Now I am off of Turtle Key and nominally heading toward Pavilion Key. The GPS always looks like it is straight-tracking from point to point. Nothing could be further from the truth. The Spot and the DeLorme transmit every 10 minutes. There is a lot of directional variability underlying that electronic cursor. A plain compass is often more accurate. I got my polypropylene hoodie under my yellow rain pants but the temps have dropped into the 50’s, and sitting on a pair of wet balls is not conducive to heat retention. So much for proper sailing gear. Next time! Where is that missing island? MY Garmin cursor says it should be near, while the Earthmate cursor and map refuses to move as my cold, damp finger no longer allows me to trigger the touch screen dry and secure in it’s plastic drybag. Wish I had a dry bag right about now. I gotta check into some neoprene underwear!
So where is Pavilion Key? I overestimated my speed on the 5 mile sail in the shallows and had reeled in about half of the AI sail figuring that if I hit anything in the dark it would be better going slow, as opposed to going crunch! Ain’t working out for me, and my ass is freezing! Reel that sail out and kick it up a notch I can see the red blinking navigation light off the South side of Pavilion, but the island itself is lost in inky blackness. In the 2014 Everglades I was captain of a newly-acquired 20 foot G-Cat that had been solely constructed for a run on the Worrell 1000 back in the 1980’s,swhen the thousand mile painfest up the East Coast was still being conducted. We ran into a wind lull that lasted from 11 pm to 7 am and we just gave up on sailing and drifted around in the dark off that infernal red blinking nav light off of Pavilion Key. There were 27 of us captured by the calm and nobody saw nuttin’ all night long. Never even took the sails down! Just curled up and slept with one eye open while the mind-numbing red blinker pulsed on.
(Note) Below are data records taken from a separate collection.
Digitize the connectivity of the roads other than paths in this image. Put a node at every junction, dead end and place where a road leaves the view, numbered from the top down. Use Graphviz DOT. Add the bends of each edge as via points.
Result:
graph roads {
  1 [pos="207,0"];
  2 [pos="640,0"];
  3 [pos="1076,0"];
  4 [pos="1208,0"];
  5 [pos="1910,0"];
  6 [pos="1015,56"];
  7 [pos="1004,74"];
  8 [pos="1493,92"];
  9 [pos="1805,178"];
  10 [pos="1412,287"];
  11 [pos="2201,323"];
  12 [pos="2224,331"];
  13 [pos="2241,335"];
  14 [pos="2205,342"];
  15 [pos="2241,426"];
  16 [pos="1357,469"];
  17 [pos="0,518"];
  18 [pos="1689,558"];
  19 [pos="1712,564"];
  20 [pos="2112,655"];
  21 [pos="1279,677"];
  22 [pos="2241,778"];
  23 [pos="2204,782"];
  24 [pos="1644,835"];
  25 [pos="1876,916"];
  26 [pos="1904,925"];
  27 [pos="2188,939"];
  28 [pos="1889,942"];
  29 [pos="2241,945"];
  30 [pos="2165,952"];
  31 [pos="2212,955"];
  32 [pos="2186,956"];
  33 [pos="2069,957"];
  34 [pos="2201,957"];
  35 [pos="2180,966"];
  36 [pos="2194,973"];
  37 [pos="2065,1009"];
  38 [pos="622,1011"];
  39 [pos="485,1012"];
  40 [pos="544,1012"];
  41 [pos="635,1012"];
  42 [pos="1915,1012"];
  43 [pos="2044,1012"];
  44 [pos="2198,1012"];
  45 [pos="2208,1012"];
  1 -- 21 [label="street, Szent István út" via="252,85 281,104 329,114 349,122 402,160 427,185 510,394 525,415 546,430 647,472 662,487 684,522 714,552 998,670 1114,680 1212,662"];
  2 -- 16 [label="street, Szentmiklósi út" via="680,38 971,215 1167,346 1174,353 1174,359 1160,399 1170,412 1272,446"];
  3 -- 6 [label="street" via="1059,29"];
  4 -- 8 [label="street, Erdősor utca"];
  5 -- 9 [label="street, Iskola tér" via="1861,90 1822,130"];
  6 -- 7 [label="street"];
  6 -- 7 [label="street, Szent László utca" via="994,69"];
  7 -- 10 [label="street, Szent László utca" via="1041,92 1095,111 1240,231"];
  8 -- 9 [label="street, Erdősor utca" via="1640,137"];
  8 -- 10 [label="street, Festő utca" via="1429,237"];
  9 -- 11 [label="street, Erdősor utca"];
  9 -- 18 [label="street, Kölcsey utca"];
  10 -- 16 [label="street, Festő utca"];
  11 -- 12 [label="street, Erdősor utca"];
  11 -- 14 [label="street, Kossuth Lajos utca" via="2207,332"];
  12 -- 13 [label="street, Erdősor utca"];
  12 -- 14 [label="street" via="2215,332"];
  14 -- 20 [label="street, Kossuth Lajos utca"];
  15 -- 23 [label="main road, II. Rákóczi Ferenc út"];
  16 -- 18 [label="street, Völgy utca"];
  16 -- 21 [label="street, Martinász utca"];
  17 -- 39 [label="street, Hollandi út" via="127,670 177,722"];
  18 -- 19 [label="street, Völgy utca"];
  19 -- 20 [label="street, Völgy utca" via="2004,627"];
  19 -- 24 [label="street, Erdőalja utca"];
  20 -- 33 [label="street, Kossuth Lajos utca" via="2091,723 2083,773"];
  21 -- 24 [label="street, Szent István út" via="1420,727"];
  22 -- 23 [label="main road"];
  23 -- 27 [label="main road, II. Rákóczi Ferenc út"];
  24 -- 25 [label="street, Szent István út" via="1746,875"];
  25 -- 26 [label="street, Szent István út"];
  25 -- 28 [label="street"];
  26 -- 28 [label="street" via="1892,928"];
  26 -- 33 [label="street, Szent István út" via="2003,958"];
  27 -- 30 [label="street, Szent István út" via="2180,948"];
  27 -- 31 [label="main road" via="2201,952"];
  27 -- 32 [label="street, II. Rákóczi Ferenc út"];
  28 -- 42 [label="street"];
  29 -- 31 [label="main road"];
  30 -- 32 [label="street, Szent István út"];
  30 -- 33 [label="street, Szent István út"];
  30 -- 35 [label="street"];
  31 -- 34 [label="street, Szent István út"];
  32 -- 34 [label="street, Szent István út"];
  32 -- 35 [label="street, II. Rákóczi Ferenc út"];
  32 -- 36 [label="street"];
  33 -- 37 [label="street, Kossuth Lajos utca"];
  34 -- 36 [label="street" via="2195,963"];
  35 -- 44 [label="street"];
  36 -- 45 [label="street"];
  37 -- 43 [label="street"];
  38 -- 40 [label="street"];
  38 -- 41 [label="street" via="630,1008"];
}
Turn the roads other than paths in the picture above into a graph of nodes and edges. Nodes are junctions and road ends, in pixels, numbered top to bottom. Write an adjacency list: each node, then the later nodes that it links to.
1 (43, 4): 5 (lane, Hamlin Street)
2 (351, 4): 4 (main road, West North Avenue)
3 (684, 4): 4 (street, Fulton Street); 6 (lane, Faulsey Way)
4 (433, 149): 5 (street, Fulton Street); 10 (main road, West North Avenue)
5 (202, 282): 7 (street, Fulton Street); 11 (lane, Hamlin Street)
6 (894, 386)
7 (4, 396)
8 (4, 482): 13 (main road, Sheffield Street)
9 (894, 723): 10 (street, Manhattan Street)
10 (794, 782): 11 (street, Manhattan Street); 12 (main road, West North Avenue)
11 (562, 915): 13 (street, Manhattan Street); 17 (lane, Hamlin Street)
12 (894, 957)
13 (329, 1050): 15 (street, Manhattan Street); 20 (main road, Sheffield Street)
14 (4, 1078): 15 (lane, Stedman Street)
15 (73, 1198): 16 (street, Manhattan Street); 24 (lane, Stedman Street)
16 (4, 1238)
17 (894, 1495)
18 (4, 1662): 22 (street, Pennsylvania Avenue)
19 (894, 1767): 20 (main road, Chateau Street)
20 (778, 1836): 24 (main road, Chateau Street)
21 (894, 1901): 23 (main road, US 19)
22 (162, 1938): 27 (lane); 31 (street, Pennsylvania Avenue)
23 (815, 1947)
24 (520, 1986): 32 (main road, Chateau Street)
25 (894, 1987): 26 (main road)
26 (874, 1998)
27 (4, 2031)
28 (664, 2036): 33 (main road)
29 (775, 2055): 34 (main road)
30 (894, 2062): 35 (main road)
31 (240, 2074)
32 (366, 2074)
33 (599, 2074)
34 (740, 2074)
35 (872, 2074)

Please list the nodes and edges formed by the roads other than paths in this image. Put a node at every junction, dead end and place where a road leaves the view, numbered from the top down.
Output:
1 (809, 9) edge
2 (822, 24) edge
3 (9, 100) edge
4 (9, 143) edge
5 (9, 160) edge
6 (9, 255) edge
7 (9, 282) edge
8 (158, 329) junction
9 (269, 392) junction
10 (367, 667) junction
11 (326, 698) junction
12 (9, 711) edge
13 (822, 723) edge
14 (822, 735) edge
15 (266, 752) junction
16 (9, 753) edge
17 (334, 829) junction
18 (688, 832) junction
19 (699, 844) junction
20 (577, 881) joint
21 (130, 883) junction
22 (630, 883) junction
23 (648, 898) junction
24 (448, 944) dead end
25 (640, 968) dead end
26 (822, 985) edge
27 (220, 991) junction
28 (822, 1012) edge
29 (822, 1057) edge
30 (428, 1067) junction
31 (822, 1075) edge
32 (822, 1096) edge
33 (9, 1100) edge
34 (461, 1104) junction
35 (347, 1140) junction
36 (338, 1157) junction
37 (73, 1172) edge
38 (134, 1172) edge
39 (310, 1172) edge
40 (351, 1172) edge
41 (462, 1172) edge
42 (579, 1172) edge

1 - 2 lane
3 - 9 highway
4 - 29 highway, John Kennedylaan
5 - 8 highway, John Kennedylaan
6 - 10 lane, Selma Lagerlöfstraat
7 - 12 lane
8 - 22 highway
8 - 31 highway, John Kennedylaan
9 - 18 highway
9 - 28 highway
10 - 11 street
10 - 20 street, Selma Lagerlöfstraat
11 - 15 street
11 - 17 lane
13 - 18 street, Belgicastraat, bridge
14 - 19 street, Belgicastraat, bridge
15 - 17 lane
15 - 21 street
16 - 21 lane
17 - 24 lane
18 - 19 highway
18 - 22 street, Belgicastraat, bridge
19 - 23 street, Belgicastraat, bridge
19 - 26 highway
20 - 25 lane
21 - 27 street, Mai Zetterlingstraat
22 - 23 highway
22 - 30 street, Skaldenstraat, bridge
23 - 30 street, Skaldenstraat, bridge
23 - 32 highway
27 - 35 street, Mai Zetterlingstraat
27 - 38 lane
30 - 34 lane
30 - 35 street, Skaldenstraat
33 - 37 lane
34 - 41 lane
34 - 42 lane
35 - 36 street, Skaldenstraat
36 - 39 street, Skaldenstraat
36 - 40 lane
Now you gotta love Garmins. Hit the HOME button and it goes from right atop that sandy shoal known as Little Pavilion Key to Hog Key, which is 10 miles down the coast. Hmm! I am close, sorta! I do see the 3 mile line from the coast so by backtracking I can hit Pavilion key, theoretically. Sail on, sailor. The suspense is not killing me, but the hypothermia is having it’s inevitible effect.
With only the rudder hanging out the bottom of the AI I come to an abrupt halt. The eagle has landed! Pavilion Key, and the welcoming lights of my fellow adventurers light up the tents on the shoreline. I drag the Hobie through the shallows up the beach to the camp. In one final comic episode I trip on the rear aka and land face first in the surf soaking the upper half of my body. Talk about dampening the body as well as the spirits! I’m back!